Mitt’s Mexican Background

While researching the historical background on the book written by Walter Van Tilburg Clark and later the movie, “The Ox bow Incident,” directed by William Wellman, I happened on the name of William Flake. He found the three innocent men hanged by a vigilantes near Heber, Arizona — and played a roll in the life of Mitt Romney’s family.

At the time, 1880s Arizona was the center of Mormon religious persecution, culminating with the sentencing of several prominent Mormon leaders to the federal prison in Detroit, the city where Mitt Romney was born.  Romney’s great-grandfather Miles Park Romney was among those arrested — however he was held in a Prescott, Arizona jail.
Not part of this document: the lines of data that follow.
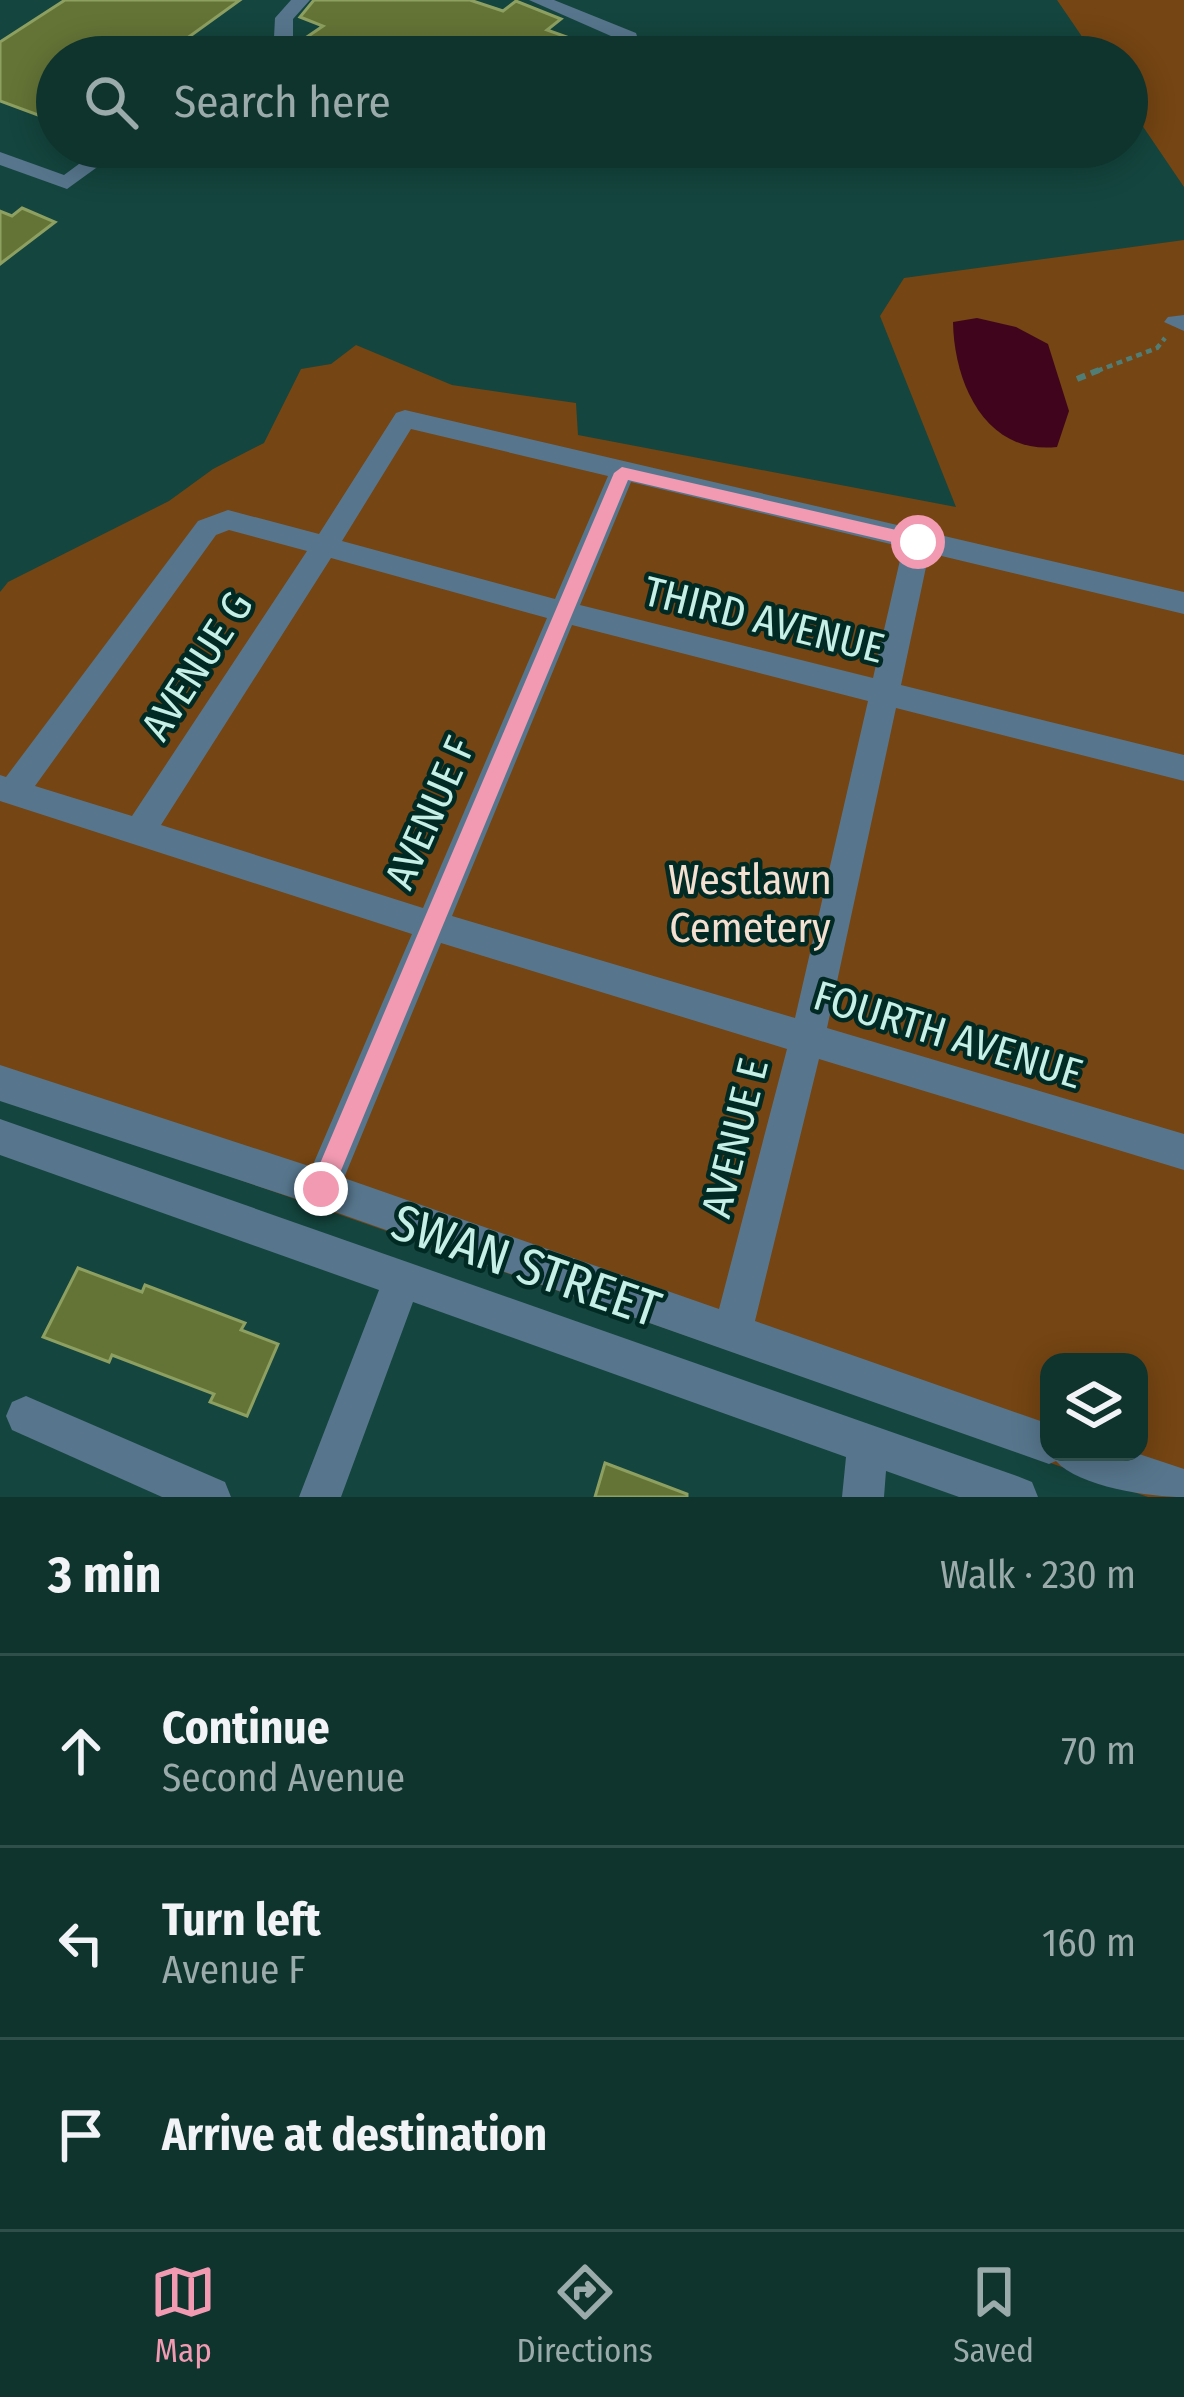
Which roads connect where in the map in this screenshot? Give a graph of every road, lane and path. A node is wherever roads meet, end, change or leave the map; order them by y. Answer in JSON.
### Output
{"nodes":[{"id":1,"x":301,"y":0,"type":"edge"},
{"id":2,"x":538,"y":0,"type":"edge"},
{"id":3,"x":284,"y":36,"type":"edge"},
{"id":4,"x":627,"y":36,"type":"edge"},
{"id":5,"x":0,"y":158,"type":"edge"},
{"id":6,"x":87,"y":168,"type":"edge"},
{"id":7,"x":1180,"y":322,"type":"edge"},
{"id":8,"x":1077,"y":379,"type":"dead end"},
{"id":9,"x":622,"y":473,"type":"junction"},
{"id":10,"x":918,"y":542,"type":"junction"},
{"id":11,"x":325,"y":546,"type":"junction"},
{"id":12,"x":1184,"y":603,"type":"edge"},
{"id":13,"x":566,"y":614,"type":"junction"},
{"id":14,"x":882,"y":694,"type":"junction"},
{"id":15,"x":1184,"y":768,"type":"edge"},
{"id":16,"x":6,"y":790,"type":"edge"},
{"id":17,"x":139,"y":832,"type":"junction"},
{"id":18,"x":430,"y":926,"type":"junction"},
{"id":19,"x":807,"y":1040,"type":"junction"},
{"id":20,"x":0,"y":1083,"type":"edge"},
{"id":21,"x":0,"y":1137,"type":"edge"},
{"id":22,"x":1184,"y":1152,"type":"edge"},
{"id":23,"x":321,"y":1189,"type":"junction"},
{"id":24,"x":402,"y":1280,"type":"junction"},
{"id":25,"x":732,"y":1334,"type":"junction"},
{"id":26,"x":26,"y":1417,"type":"dead end"},
{"id":27,"x":1040,"y":1441,"type":"edge"},
{"id":28,"x":868,"y":1444,"type":"junction"},
{"id":29,"x":1099,"y":1461,"type":"edge"},
{"id":30,"x":1184,"y":1490,"type":"edge"},
{"id":31,"x":210,"y":1497,"type":"edge"},
{"id":32,"x":320,"y":1497,"type":"edge"},
{"id":33,"x":863,"y":1497,"type":"edge"},
{"id":34,"x":1017,"y":1497,"type":"edge"}],
"edges":[{"from":1,"to":3,"type":"street"},
{"from":2,"to":4,"type":"street"},
{"from":5,"to":6,"type":"street"},
{"from":7,"to":8,"type":"path"},
{"from":9,"to":10,"type":"street"},
{"from":9,"to":11,"type":"street","name":"AVENUE G"},
{"from":9,"to":13,"type":"street","name":"AVENUE F"},
{"from":10,"to":12,"type":"street"},
{"from":10,"to":14,"type":"street","name":"AVENUE E"},
{"from":11,"to":13,"type":"street","name":"THIRD AVENUE"},
{"from":11,"to":16,"type":"street","name":"THIRD AVENUE"},
{"from":11,"to":17,"type":"street","name":"AVENUE G"},
{"from":13,"to":14,"type":"street","name":"THIRD AVENUE"},
{"from":13,"to":18,"type":"street","name":"AVENUE F"},
{"from":14,"to":15,"type":"street","name":"THIRD AVENUE"},
{"from":14,"to":19,"type":"street","name":"AVENUE E"},
{"from":16,"to":17,"type":"street","name":"FOURTH AVENUE"},
{"from":17,"to":18,"type":"street","name":"FOURTH AVENUE"},
{"from":18,"to":19,"type":"street","name":"FOURTH AVENUE"},
{"from":18,"to":23,"type":"street","name":"AVENUE F"},
{"from":19,"to":22,"type":"street","name":"FOURTH AVENUE"},
{"from":19,"to":25,"type":"street","name":"AVENUE E"},
{"from":20,"to":23,"type":"street"},
{"from":21,"to":24,"type":"street","name":"SWAN STREET"},
{"from":23,"to":25,"type":"street"},
{"from":24,"to":28,"type":"street","name":"SWAN STREET"},
{"from":24,"to":32,"type":"street"},
{"from":25,"to":27,"type":"street"},
{"from":26,"to":31,"type":"street"},
{"from":28,"to":33,"type":"street"},
{"from":28,"to":34,"type":"street","name":"SWAN STREET"},
{"from":29,"to":30,"type":"street"}]}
Deciding he couldn’t get a fair trial, the moment he was able to post bail, Romney skipped and fled to Mexico with his then four wives and their children. Flake was the one who posted Romney’s $2,000 bond.

Flake lived to the age of 93, passing away on August 10, 1932 in Snowflake, Arizona, a town he founded.  Arizona Congressman Jeff Flake as well as Speaker of the Arizona House and later State Senator Jake Flake are his descendants

Miles died in Mexico in 1904 before his family returned to the United States.  Mitt’s father George, was born in Mexico in 1907 and immigrated to the U.S. with his father, Gaskell, and the rest of his family when Mexican revolutionaries drove the Mormons out in 1912.
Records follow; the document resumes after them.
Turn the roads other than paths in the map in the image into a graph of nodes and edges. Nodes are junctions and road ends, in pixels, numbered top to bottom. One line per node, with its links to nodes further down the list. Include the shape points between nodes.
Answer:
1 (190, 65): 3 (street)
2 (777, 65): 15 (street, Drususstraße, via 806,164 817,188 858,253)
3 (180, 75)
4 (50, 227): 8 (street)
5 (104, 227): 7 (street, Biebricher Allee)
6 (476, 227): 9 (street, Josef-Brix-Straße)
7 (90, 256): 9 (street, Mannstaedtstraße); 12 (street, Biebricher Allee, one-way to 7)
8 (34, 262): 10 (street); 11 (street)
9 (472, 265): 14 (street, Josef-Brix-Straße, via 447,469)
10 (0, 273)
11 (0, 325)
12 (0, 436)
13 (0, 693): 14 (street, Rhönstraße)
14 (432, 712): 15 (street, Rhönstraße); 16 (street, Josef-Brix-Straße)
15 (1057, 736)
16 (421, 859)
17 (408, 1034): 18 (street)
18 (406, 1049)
Later, as Governor of Michigan, George, a moderate Republican, instituted a state income tax. Then in 1964, he ran against Barry Goldwater in the Republican presidential primary, refusing to endorse Goldwater after he won the nomination.

Mitt, whose real first name is ‘Willard,” was born March 12, 1947 and according to Wikipedia is an “American businessman and the presumptive nominee of the Republican Party for President of the United States in the 2012 election.”  He was also the Governor of Massachusetts from 2003 to 2007.

Incidentally — Miles never did pay back that $2,000 in bail he owed William.